When the House begins debating an omnibus anti-crime bill next week, much of the attention will be focused on issues such as expanding the federal death penalty, the denial of federal benefits to those convicted of drug offenses and weakening of the "exclusionary rule" that prohibits the use of illegally seized evidence in criminal trials.
But some of the most intense lobbying on the measure involves a little-noticed provision in the bill that would prohibit states from operating lottery games based on professional or amateur sporting events.
Professional sports leagues and teams have launched a major effort to retain the lottery ban in the bill. Lawmakers from Oregon, the only state that has such a lottery, are backing an amendment that would strip the ban from the measure.
Pitted against the sports teams and leagues is a company that sells lottery equipment and the association of state lottery directors, whose members are carefully watching Oregon's one-year-old experiment with a sports lottery as a potential revenue source for state governments strapped for cash.
Both sides are using prominent Washington lobbying firms and pulling out all the stops in advance of next week's vote on the issue. Each side also accuses the other of hardball tactics.
Sources close to the Oregon delegation, for example, claim that lawmakers have told Rep. Peter A. DeFazio (D-Ore.), who is sponsoring the amendment, that they have been told their states could lose expansion franchises and that they could be denied coveted tickets to the Super Bowl if they don't vote to retain the prohibition. A spokesman for Rep. John Bryant (D-Tex.), who sponsored the lottery ban, called that charge "nonsense."
Supporters of the ban, likewise, claim that Massachusetts Gov. Michael S. Dukakis (D), whose administration is considering a sports lottery, asked House Rules Committee Chairman J. Joseph Moakley (D-Mass.) to provide some procedural sleight of hand that would strip the prohibition automatically when the bill is cleared for floor debate. Moakley said he considered -- and ultimately rejected -- that device, but said Dukakis had nothing to do with it.
What is clear is that prominent figures from the world of sports have inundated Capitol Hill with pleas to retain the ban. Major League Baseball, the National Football League, the National Basketball Association, the National Hockey League and the National Collegiate Athletic Association have banded together in that effort.
Last week, for example, Rep. Vic Fazio (D-Calif.), received a letter from Edward J. DeBartolo Jr., owner of the San Francisco 49ers football team and a telegram from Rick Benner, president of the Sacramento Kings basketball team, urging him to support the prohibition.

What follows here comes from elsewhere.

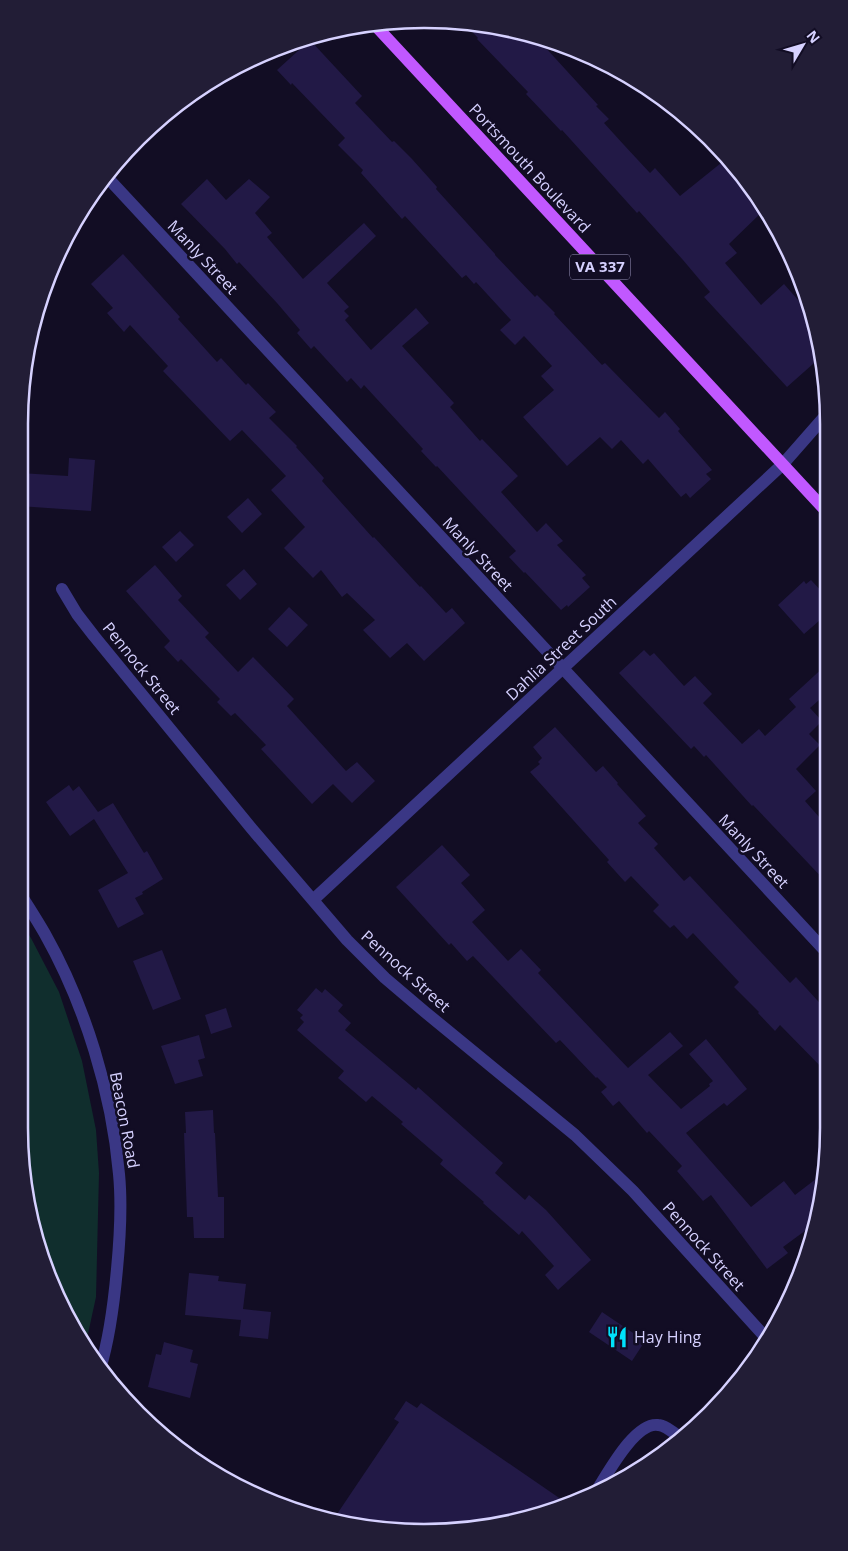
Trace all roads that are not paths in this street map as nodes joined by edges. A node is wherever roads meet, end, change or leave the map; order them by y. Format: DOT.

"State-sponsored sports betting converts team sports from wholesome athletic entertainment into gambling devices," wrote DeBartolo. "It undermines public confidence in the integrity of our games, makes a mockery of our own anti-gambling policies, and sends entirely the wrong message about sports to America's young people."
Professional sports teams and leagues also opposed Oregon's lottery, which netted the state about $2.6 million in its first year. The profit is used to support intercollegiate athletics in the state.
Michael J. Carr, the commissioner of Michigan's state lottery and the head of the North American State and Provincial Lotteries Association, said sports lotteries like Oregon's cannot corrupt professional sports because the wagers are so small and because bettors must pick the outcomes of several games at once.